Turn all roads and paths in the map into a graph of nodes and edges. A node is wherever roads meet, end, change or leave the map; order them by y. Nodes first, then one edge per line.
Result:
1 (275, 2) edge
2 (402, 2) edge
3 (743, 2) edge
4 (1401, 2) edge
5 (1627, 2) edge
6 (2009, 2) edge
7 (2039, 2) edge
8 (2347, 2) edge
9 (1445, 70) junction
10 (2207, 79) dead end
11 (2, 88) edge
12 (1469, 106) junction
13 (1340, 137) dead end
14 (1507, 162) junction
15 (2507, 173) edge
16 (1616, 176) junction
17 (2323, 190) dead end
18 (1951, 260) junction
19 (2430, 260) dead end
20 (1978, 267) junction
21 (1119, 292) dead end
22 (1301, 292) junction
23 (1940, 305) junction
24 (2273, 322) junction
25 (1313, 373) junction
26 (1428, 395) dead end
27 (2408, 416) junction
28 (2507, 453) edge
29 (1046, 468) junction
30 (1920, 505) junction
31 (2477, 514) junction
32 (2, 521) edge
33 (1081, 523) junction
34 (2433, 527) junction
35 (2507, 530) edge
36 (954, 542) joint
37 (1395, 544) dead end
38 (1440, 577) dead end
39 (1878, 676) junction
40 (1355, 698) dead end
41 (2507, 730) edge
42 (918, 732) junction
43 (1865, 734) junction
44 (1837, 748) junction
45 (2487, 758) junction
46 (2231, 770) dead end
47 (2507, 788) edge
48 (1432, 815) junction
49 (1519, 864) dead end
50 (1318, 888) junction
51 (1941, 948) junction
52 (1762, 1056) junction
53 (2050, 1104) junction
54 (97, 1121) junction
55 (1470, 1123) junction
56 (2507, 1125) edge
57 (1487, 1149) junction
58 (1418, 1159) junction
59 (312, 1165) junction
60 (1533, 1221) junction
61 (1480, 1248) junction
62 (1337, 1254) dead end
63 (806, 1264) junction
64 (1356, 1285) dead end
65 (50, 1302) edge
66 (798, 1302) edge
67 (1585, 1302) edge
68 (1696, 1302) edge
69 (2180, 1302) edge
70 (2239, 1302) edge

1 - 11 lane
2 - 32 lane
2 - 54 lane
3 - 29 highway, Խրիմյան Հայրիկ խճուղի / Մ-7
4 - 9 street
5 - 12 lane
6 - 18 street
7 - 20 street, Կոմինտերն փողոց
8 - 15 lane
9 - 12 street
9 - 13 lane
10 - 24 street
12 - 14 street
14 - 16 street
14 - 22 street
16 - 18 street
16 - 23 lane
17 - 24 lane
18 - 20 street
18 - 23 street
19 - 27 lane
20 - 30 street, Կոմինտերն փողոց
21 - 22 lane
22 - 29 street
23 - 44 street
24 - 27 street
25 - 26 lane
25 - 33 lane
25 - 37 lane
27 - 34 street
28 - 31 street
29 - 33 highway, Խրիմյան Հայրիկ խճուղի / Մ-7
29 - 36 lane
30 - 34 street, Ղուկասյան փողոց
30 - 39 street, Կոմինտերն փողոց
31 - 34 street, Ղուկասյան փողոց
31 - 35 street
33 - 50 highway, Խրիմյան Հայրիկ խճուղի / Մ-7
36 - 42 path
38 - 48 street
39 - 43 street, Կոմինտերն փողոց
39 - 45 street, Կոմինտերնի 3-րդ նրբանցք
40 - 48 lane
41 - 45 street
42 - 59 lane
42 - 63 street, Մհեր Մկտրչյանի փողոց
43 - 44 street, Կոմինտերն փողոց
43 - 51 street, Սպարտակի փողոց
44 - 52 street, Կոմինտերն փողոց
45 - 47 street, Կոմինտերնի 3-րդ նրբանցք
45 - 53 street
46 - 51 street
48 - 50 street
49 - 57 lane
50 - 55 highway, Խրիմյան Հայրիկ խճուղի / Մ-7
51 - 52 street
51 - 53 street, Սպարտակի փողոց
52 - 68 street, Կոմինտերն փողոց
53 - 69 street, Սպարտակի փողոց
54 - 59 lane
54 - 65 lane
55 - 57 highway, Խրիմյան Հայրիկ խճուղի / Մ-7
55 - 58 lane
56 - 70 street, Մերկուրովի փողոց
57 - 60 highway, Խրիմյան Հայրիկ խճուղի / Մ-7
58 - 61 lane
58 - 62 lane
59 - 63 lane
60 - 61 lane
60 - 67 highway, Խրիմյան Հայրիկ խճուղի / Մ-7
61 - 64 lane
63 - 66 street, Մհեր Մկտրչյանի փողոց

####################

Could you type out every entry again exactly as it stands?

• [Worked solution]
Turn all roads and paths in the map into a graph of nodes and edges. A node is wherever roads meet, end, change or leave the map; order them by y. Nodes first, then one edge per line.
Result:
1 (275, 2) edge
2 (402, 2) edge
3 (743, 2) edge
4 (1401, 2) edge
5 (1627, 2) edge
6 (2009, 2) edge
7 (2039, 2) edge
8 (2347, 2) edge
9 (1445, 70) junction
10 (2207, 79) dead end
11 (2, 88) edge
12 (1469, 106) junction
13 (1340, 137) dead end
14 (1507, 162) junction
15 (2507, 173) edge
16 (1616, 176) junction
17 (2323, 190) dead end
18 (1951, 260) junction
19 (2430, 260) dead end
20 (1978, 267) junction
21 (1119, 292) dead end
22 (1301, 292) junction
23 (1940, 305) junction
24 (2273, 322) junction
25 (1313, 373) junction
26 (1428, 395) dead end
27 (2408, 416) junction
28 (2507, 453) edge
29 (1046, 468) junction
30 (1920, 505) junction
31 (2477, 514) junction
32 (2, 521) edge
33 (1081, 523) junction
34 (2433, 527) junction
35 (2507, 530) edge
36 (954, 542) joint
37 (1395, 544) dead end
38 (1440, 577) dead end
39 (1878, 676) junction
40 (1355, 698) dead end
41 (2507, 730) edge
42 (918, 732) junction
43 (1865, 734) junction
44 (1837, 748) junction
45 (2487, 758) junction
46 (2231, 770) dead end
47 (2507, 788) edge
48 (1432, 815) junction
49 (1519, 864) dead end
50 (1318, 888) junction
51 (1941, 948) junction
52 (1762, 1056) junction
53 (2050, 1104) junction
54 (97, 1121) junction
55 (1470, 1123) junction
56 (2507, 1125) edge
57 (1487, 1149) junction
58 (1418, 1159) junction
59 (312, 1165) junction
60 (1533, 1221) junction
61 (1480, 1248) junction
62 (1337, 1254) dead end
63 (806, 1264) junction
64 (1356, 1285) dead end
65 (50, 1302) edge
66 (798, 1302) edge
67 (1585, 1302) edge
68 (1696, 1302) edge
69 (2180, 1302) edge
70 (2239, 1302) edge

1 - 11 lane
2 - 32 lane
2 - 54 lane
3 - 29 highway, Խրիմյան Հայրիկ խճուղի / Մ-7
4 - 9 street
5 - 12 lane
6 - 18 street
7 - 20 street, Կոմինտերն փողոց
8 - 15 lane
9 - 12 street
9 - 13 lane
10 - 24 street
12 - 14 street
14 - 16 street
14 - 22 street
16 - 18 street
16 - 23 lane
17 - 24 lane
18 - 20 street
18 - 23 street
19 - 27 lane
20 - 30 street, Կոմինտերն փողոց
21 - 22 lane
22 - 29 street
23 - 44 street
24 - 27 street
25 - 26 lane
25 - 33 lane
25 - 37 lane
27 - 34 street
28 - 31 street
29 - 33 highway, Խրիմյան Հայրիկ խճուղի / Մ-7
29 - 36 lane
30 - 34 street, Ղուկասյան փողոց
30 - 39 street, Կոմինտերն փողոց
31 - 34 street, Ղուկասյան փողոց
31 - 35 street
33 - 50 highway, Խրիմյան Հայրիկ խճուղի / Մ-7
36 - 42 path
38 - 48 street
39 - 43 street, Կոմինտերն փողոց
39 - 45 street, Կոմինտերնի 3-րդ նրբանցք
40 - 48 lane
41 - 45 street
42 - 59 lane
42 - 63 street, Մհեր Մկտրչյանի փողոց
43 - 44 street, Կոմինտերն փողոց
43 - 51 street, Սպարտակի փողոց
44 - 52 street, Կոմինտերն փողոց
45 - 47 street, Կոմինտերնի 3-րդ նրբանցք
45 - 53 street
46 - 51 street
48 - 50 street
49 - 57 lane
50 - 55 highway, Խրիմյան Հայրիկ խճուղի / Մ-7
51 - 52 street
51 - 53 street, Սպարտակի փողոց
52 - 68 street, Կոմինտերն փողոց
53 - 69 street, Սպարտակի փողոց
54 - 59 lane
54 - 65 lane
55 - 57 highway, Խրիմյան Հայրիկ խճուղի / Մ-7
55 - 58 lane
56 - 70 street, Մերկուրովի փողոց
57 - 60 highway, Խրիմյան Հայրիկ խճուղի / Մ-7
58 - 61 lane
58 - 62 lane
59 - 63 lane
60 - 61 lane
60 - 67 highway, Խրիմյան Հայրիկ խճուղի / Մ-7
61 - 64 lane
63 - 66 street, Մհեր Մկտրչյանի փողոց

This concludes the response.